基于线粒体自噬抗代谢重编程效应探讨H2S抑制心脏干细胞早熟性衰老及糖尿病心肌重构的机制

Previous studies have demonstrated that H2S can improve myocardial remodeling in diabetes and is associated with the inhibition of cell aging. However, the underlying mechanism is unclear. The aging of stem cells is related to the reprogramming of metabolites caused by mitochondrial damage (down-regulation of aerobic glycolysis). Meanwhile, Parkin-mediated mitophagy suppresses reprogramming and delays premature aging. It has also been found that H2S can activate mitophagy. Therefore, we put forward the following hypothesis: H2S can improve mitochondrial homeostasis, inhibit metabolic reprogramming of CSCs and induce premature aging through Parkin-mediated mitophagy, eventually improving diabetic myocardial remodeling. The objectives of this project are: (1) to collect clinic-pathological specimens from diabetic patients and to establish T2DM mice and CSCs models; (2) to verify the inhibitory effect of mitophagy on the metabolic reprogramming of CSCs and the secondary premature aging by gene transfection/knockout and siRNA interference; (3) to explore the mechanism of H2S in inhibiting CSCs premature aging and myocardial remodeling in diabetic mice by activating Parkin-mediated mitophagy. This study may elucidate a new mechanism of H2S in improving myocardial remodeling and provide new targets for clinical treatment and prevention.

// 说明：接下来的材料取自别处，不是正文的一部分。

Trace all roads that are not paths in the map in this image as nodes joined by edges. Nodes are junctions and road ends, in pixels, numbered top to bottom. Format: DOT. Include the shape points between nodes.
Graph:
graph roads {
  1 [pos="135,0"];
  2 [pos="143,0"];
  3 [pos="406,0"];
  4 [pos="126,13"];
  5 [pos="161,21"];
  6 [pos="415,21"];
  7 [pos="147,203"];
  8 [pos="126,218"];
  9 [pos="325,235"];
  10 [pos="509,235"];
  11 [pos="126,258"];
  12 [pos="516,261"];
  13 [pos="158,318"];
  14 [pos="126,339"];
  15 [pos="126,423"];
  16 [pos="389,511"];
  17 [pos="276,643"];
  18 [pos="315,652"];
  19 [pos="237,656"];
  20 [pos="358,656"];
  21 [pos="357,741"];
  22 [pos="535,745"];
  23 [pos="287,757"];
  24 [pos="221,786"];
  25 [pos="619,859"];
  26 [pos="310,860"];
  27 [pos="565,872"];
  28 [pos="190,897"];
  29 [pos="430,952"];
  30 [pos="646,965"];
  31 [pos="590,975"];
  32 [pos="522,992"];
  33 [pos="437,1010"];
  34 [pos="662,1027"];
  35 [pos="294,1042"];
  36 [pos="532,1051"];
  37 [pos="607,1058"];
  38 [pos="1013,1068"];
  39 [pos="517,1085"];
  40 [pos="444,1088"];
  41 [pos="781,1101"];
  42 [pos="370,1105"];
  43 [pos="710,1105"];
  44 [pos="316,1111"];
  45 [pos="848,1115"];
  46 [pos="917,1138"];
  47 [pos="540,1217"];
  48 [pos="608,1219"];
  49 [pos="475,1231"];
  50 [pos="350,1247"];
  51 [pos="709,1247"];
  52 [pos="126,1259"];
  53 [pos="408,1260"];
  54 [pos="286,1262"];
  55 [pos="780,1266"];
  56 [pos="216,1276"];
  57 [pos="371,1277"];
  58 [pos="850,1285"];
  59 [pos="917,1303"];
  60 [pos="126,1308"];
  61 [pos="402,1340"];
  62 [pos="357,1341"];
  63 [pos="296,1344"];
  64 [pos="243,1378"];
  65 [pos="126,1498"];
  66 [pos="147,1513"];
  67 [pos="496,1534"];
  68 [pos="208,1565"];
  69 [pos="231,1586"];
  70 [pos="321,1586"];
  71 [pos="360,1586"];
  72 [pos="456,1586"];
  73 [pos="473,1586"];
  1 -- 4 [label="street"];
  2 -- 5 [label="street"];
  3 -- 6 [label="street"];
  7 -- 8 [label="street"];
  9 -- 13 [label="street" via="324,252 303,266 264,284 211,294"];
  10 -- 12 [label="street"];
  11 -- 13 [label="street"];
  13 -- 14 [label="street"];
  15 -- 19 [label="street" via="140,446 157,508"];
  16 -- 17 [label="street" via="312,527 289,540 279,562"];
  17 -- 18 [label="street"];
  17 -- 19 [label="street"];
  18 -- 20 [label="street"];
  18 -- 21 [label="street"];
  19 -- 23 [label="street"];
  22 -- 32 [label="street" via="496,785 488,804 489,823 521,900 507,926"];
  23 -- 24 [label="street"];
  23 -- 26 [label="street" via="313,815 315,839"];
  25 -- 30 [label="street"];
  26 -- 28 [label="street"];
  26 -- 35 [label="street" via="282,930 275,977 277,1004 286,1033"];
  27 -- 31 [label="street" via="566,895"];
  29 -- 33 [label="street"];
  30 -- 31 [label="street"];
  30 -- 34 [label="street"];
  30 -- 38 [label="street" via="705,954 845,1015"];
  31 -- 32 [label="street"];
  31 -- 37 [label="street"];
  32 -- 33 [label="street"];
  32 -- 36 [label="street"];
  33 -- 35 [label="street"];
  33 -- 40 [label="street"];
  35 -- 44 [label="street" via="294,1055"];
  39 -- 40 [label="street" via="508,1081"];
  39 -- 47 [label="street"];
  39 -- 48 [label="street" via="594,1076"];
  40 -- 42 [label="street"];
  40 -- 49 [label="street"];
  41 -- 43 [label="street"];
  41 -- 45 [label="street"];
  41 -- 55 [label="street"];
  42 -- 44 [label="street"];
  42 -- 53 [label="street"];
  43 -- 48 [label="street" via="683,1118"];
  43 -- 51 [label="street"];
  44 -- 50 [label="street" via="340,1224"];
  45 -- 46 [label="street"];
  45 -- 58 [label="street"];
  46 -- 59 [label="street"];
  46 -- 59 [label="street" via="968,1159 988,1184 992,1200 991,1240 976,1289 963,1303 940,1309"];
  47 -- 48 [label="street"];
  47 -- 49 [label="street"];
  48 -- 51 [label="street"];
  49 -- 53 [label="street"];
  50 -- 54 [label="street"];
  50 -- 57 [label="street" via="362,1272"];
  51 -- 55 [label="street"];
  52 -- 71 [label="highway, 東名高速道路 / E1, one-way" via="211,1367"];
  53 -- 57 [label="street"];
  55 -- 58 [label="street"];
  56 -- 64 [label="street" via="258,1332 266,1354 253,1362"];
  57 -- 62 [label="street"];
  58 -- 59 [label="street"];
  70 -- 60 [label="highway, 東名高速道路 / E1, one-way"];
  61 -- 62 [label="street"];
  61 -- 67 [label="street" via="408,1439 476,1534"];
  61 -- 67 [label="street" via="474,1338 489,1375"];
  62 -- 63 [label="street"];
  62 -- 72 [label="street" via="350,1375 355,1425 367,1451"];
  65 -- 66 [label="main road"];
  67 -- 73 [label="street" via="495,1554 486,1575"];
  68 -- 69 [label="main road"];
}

申请者前期发现H2S可改善糖尿病心肌重构并与抑制细胞衰老有关，但机制不清。最近发现糖尿病心肌病的发生与心脏干细胞(CSCs)衰老有关，而干细胞衰老与线粒体损伤导致的代谢重编程（糖酵解下调）有关，Parkin介导的线粒体自噬（mitophagy）则可抑制代谢重编程并延缓早熟性衰老。已发现H2S可激活mitophagy，故提出假说：H2S可通过Parkin介导的mitophagy改善线粒体稳态，抑制CSCs代谢重编程及其继发的早熟性衰老，进而改善糖尿病心肌重构。课题拟收集临床病理标本并建立T2DM小鼠和培养CSCs模型，以基因转染/敲除和siRNA干扰等证实mitophagy可抑制CSCs代谢重编程及其继发的早熟性衰老，并探讨H2S通过激活Parkin介导的mitophagy抑制CSCs早熟性衰老和糖尿病小鼠心肌重构的机制。本研究有望发现H2S改善糖尿病心肌重构的新机制并提供临床干预的新靶点。

申请者前期发现H2S可改善糖尿病心肌重构并与抑制细胞衰老有关，但机制不清。最近发现心肌细胞衰老与线粒体损伤导致的代谢重编程有关，线粒体自噬（mitophagy）则可抑制代谢重编程并延缓早熟性衰老。已发现H2S可激活mitophagy，故提出假说：H2S可通过mitophagy改善线粒体稳态，抑制心肌细胞代谢重编程及其继发的应激性衰老，进而改善糖尿病心肌重构。课题通过建立T2DM大鼠和培养心肌细胞模型，以基因转染/敲除和siRNA干扰等证实mitophagy可抑制心肌细胞代谢重编程及其继发的应激性衰老，并探讨H2S通过激活mitophagy抑制心肌细胞衰老和糖尿病大鼠心肌重构的机制。本研究旨在发现H2S改善糖尿病心肌重构的新机制并寻找临床干预的新靶点。项目研究发现：糖代谢性紊乱可导致大鼠心肌纤维化，并与自噬障碍有关，而H2S可通过改善线粒体自噬障碍抑制心肌细胞衰老，进而改善2型糖尿病大鼠心肌纤维化，其机制可能与上调Sirt1有关。高糖刺激可诱发心肌细胞衰老，而H2S可通过SIRT6/AMPK通路抑制细胞衰老及线粒体代谢紊乱，进而改善糖尿病大鼠心肌纤维化；研究同时也发现高同型半胱氨酸氨酸以及高尿毒症毒素也同样可诱发心肌纤维化，并与线粒体自噬障碍及心肌细胞应激性衰老有关，而线粒体靶向性H2S供体AP39可改善高同型半胱氨酸氨酸以及高尿毒症毒素诱发的大鼠心肌纤维化，其内在机制可能与其激活线粒体自噬并抑制线粒体重构及心肌细胞衰老有关。本研究显示线粒体内H2S稳态参与代谢紊乱环境应激下的心肌细胞应激性衰老的调控机制，而重建线粒体内H2S稳态拮抗应激性细胞衰老很可能是改善心肌重构的有效靶点。本研究有助于发现代谢紊乱诱发心肌纤维化的新机制，并找到代谢性心血管病的干预新靶点和防治新策略，故具有重要的科学意义。